Este breve comentario se centrará en los otros dos asuntos que se  regulan en la ley, la transparencia en su vertiente de publicidad activa y, especialmente, el derecho de acceso a la información pública.

Desde esta perspectiva, debe afirmarse que la Ley 19/2013, supone una novedad relativa en nuestro ordenamiento jurídico. En efecto, por vez primera se regula con carácter general el acceso a la información pública. España era, hasta ahora, uno de los pocos países de la Unión Europea que no disponía de una regulación general del acceso a la información pública. Hay que subrayar que el derecho de acceso a la información pública es distinto, por su objeto y por su propia funcionalidad, del derecho a acceder a los documentos en el marco de un procedimiento administrativo. Este es un derecho de garantía procesal asociado a la idea de que en los procedimientos administrativos toda la información en que se fundamenta la decisión ha de estar a disposición de las partes. Sin embargo, el derecho de acceso a la información pública tiene un alcance más amplio ya que la regulación del acceso a los documentos públicos se inscribe en la libertad de información de las personas y se asocia al derecho fundamental de participación en los asuntos públicos y al reforzamiento de las instituciones democráticas. Este enfoque es el adoptado tanto en el ámbito del Consejo de Europa como de la Unión Europea y sus países miembros.

El Consejo de Europa aprobó el 18 de junio de 2009, el Convenio sobre el acceso a los documentos públicos, que todavía no ha entrado en vigor. Ha sido firmado por 14 países y ratificado por 6, pero España no lo ha firmado a fecha de hoy. Para el Consejo de Europa el derecho de acceso a los documentos se basa en el artículo 10 del CEDH que garantiza la libertad de expresión y se proyecta sobre todos los documentos públicos, entendidos de modo amplio, como cualquier información en posesión de las autoridades públicas, cuyo acceso sólo puede ser restringido para proteger otros derechos e intereses legítimos. El Convenio europeo establece así el estándar mínimo de protección a nivel europeo.

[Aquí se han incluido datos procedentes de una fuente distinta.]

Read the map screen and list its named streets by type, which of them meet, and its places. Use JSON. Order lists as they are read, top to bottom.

Por su parte la Unión Europea ha otorgado rango de derecho fundamental al derecho de acceso en el artículo 42 de la Carta de los Derechos Fundamentales de la Unión Europea y en el artículo 15 del Tratado de Funcionamiento de la Unión Europea. La regulación general del derecho de acceso a las instituciones europeas, se contiene en el Reglamento (CE) núm. 1049/2001, de 30 de mayo, relativo al acceso del público a los documentos del Parlamento Europeo, del Consejo y de la Comisión, la reforma del cual se ha paralizado debido a las posiciones confrontadas mantenidas por el Consejo y la Comisión, por un lado, partidarios de una mayor restricción del ejercicio del derecho y el Parlamento Europeo, que ha defendido la ampliación del objeto del derecho.

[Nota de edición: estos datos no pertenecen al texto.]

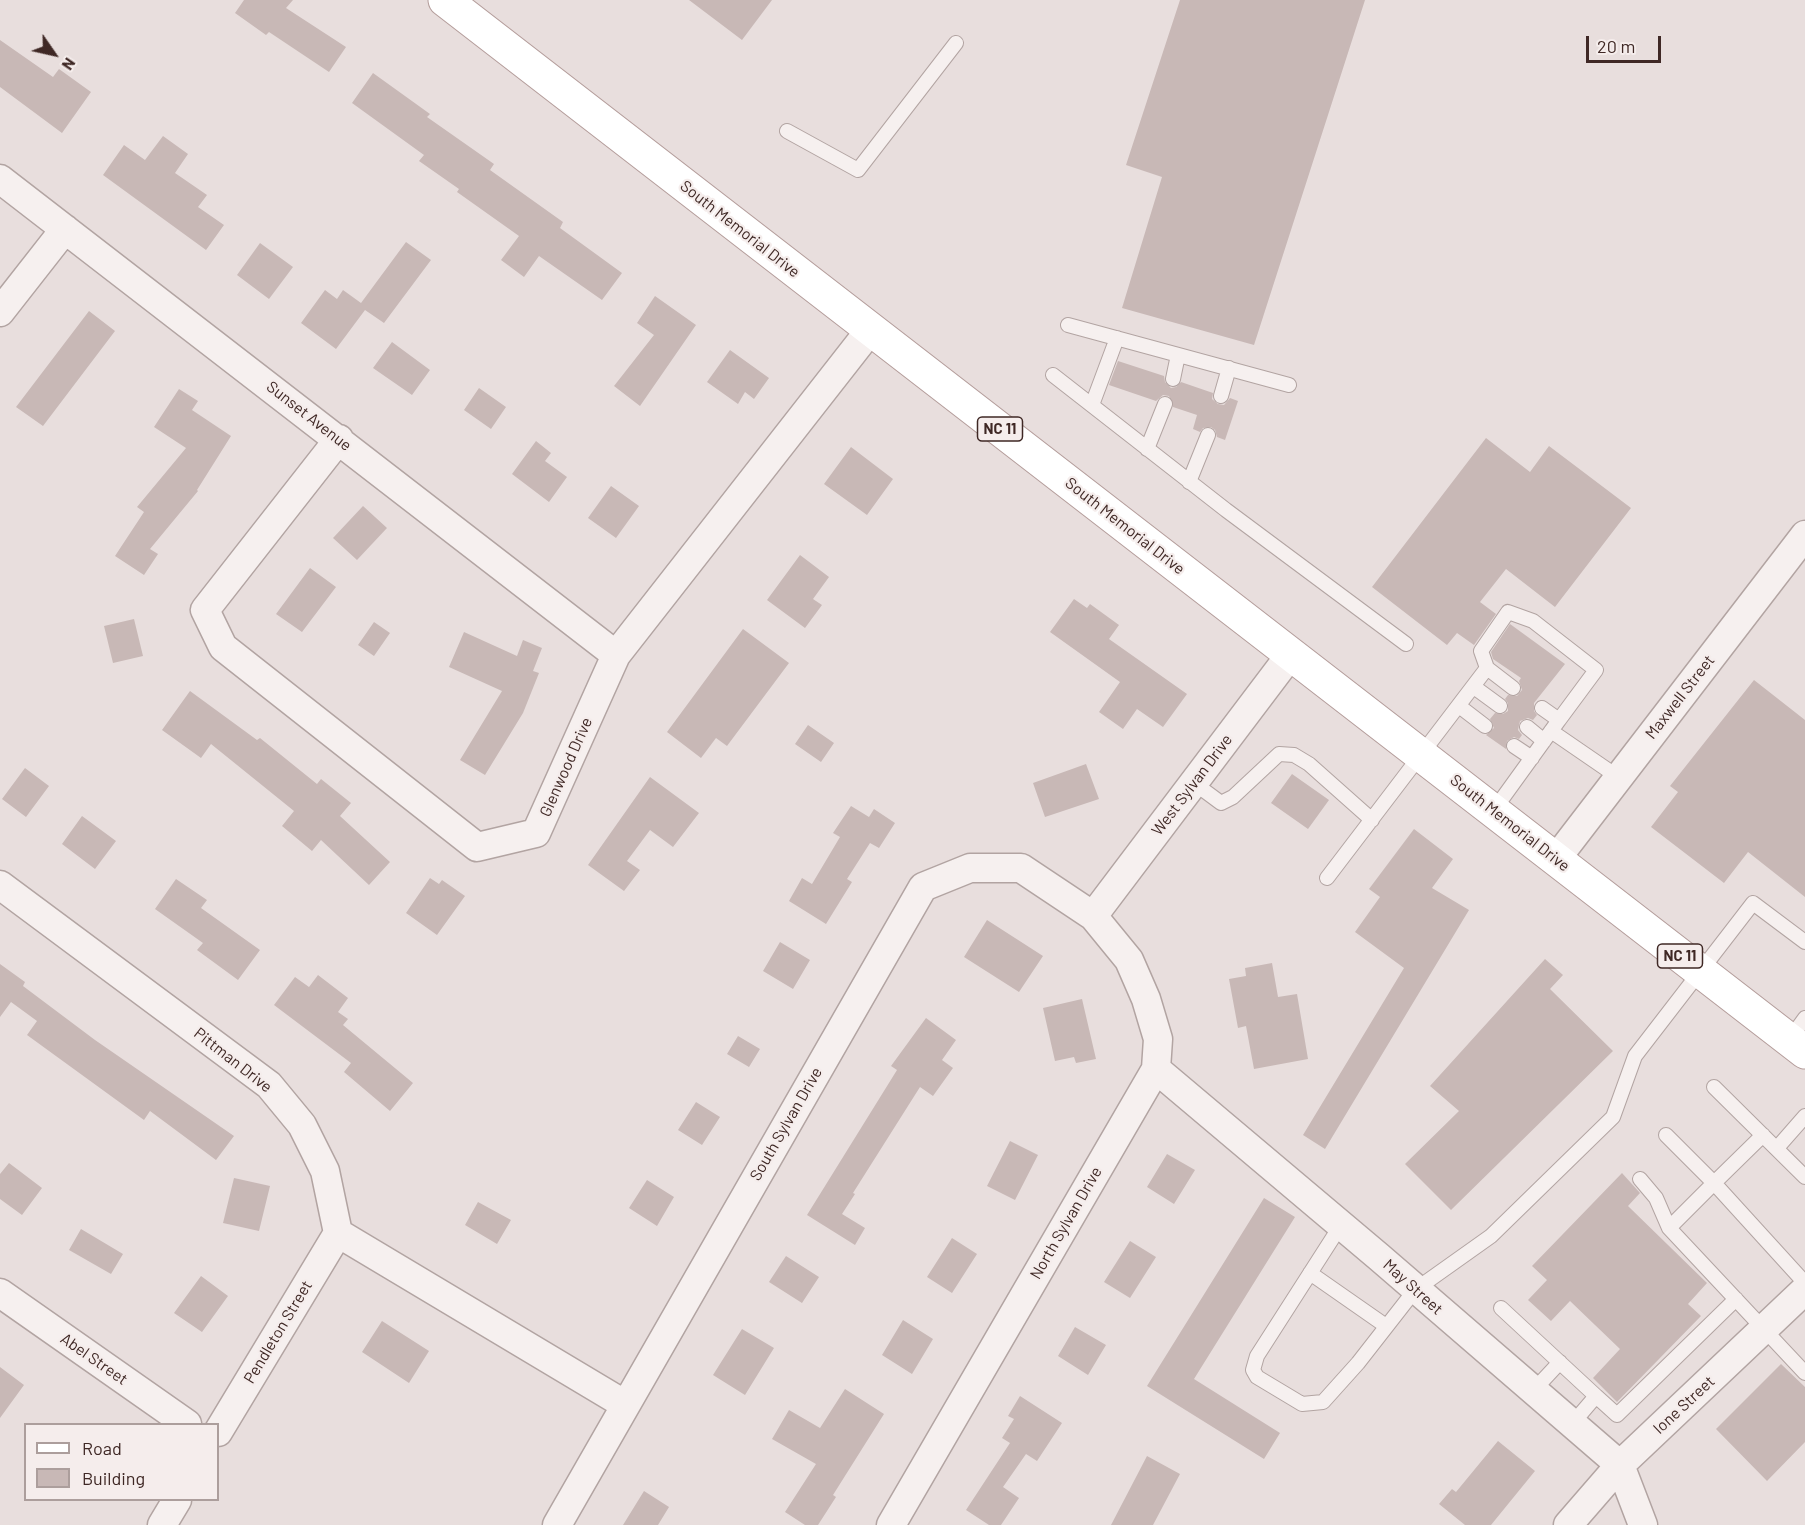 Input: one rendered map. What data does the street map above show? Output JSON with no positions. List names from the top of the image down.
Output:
{
  "streets": {
    "main road": ["South Memorial Drive", "NC 11"],
    "street": [
      "Sunset Avenue",
      "Maxwell Street",
      "Glenwood Drive",
      "West Sylvan Drive",
      "Pittman Drive",
      "South Sylvan Drive",
      "North Sylvan Drive",
      "May Street",
      "Pendleton Street",
      "Abel Street",
      "Ione Street"
    ]
  },
  "crossings": [
    ["South Memorial Drive", "Maxwell Street"],
    ["South Memorial Drive", "Glenwood Drive"],
    ["South Memorial Drive", "West Sylvan Drive"],
    ["Sunset Avenue", "Glenwood Drive"],
    ["West Sylvan Drive", "South Sylvan Drive"],
    ["West Sylvan Drive", "North Sylvan Drive"],
    ["Pittman Drive", "Pendleton Street"],
    ["South Sylvan Drive", "North Sylvan Drive"],
    ["North Sylvan Drive", "May Street"],
    ["May Street", "Ione Street"]
  ],
  "legend": ["Road", "Building"],
  "scale_bar": "20 m",
  "north": "bottom right"
}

La Ley 19/2013, de 9 de diciembre, de transparencia, acceso a la información pública y buen gobierno se fundamenta, materialmente, en el artículo 105. b) de la Constitución y se inscribe en un marco regulatorio integrado por diversas disposiciones tales como: la Ley 30/1992, de 26 de noviembre de Régimen Jurídico de las Administraciones Públicas y del Procedimiento Administrativo Común, que en su artículo 37 regula el derecho de los ciudadanos a acceder a los registros y documentos que se encuentren en los archivos administrativos; la Ley  27/2006, de 18 de julio, por la que se regulan los derechos de acceso a la información, de participación pública y de acceso a la justicia en materia de Medio Ambiente; la Ley 37/2007, de 16 de noviembre, sobre reutilización de la información del sector público, que regula el uso privado de documentos en poder de Administraciones y organismos del sector público y la Ley 11/2007, de 22 de junio, de acceso electrónico de los ciudadanos a los Servicios Públicos, entre otras.

Tal y como ponen de manifiesto el texto de la propia ley y los debates parlamentarios, la opción de la mayoría ha sido contraria a configurar el derecho de acceso como un derecho fundamental en base al artículo 20.1.d) CE, que garantiza el derecho a recibir información, lo que, como se dirá más adelante no deja de constituir una falla en la arquitectura del diseño legal, que ha de dificultar su adecuado encaje con los estándares de protección europeos e incluso con otros derechos fundamentales, especialmente el derecho a la protección de los datos personales.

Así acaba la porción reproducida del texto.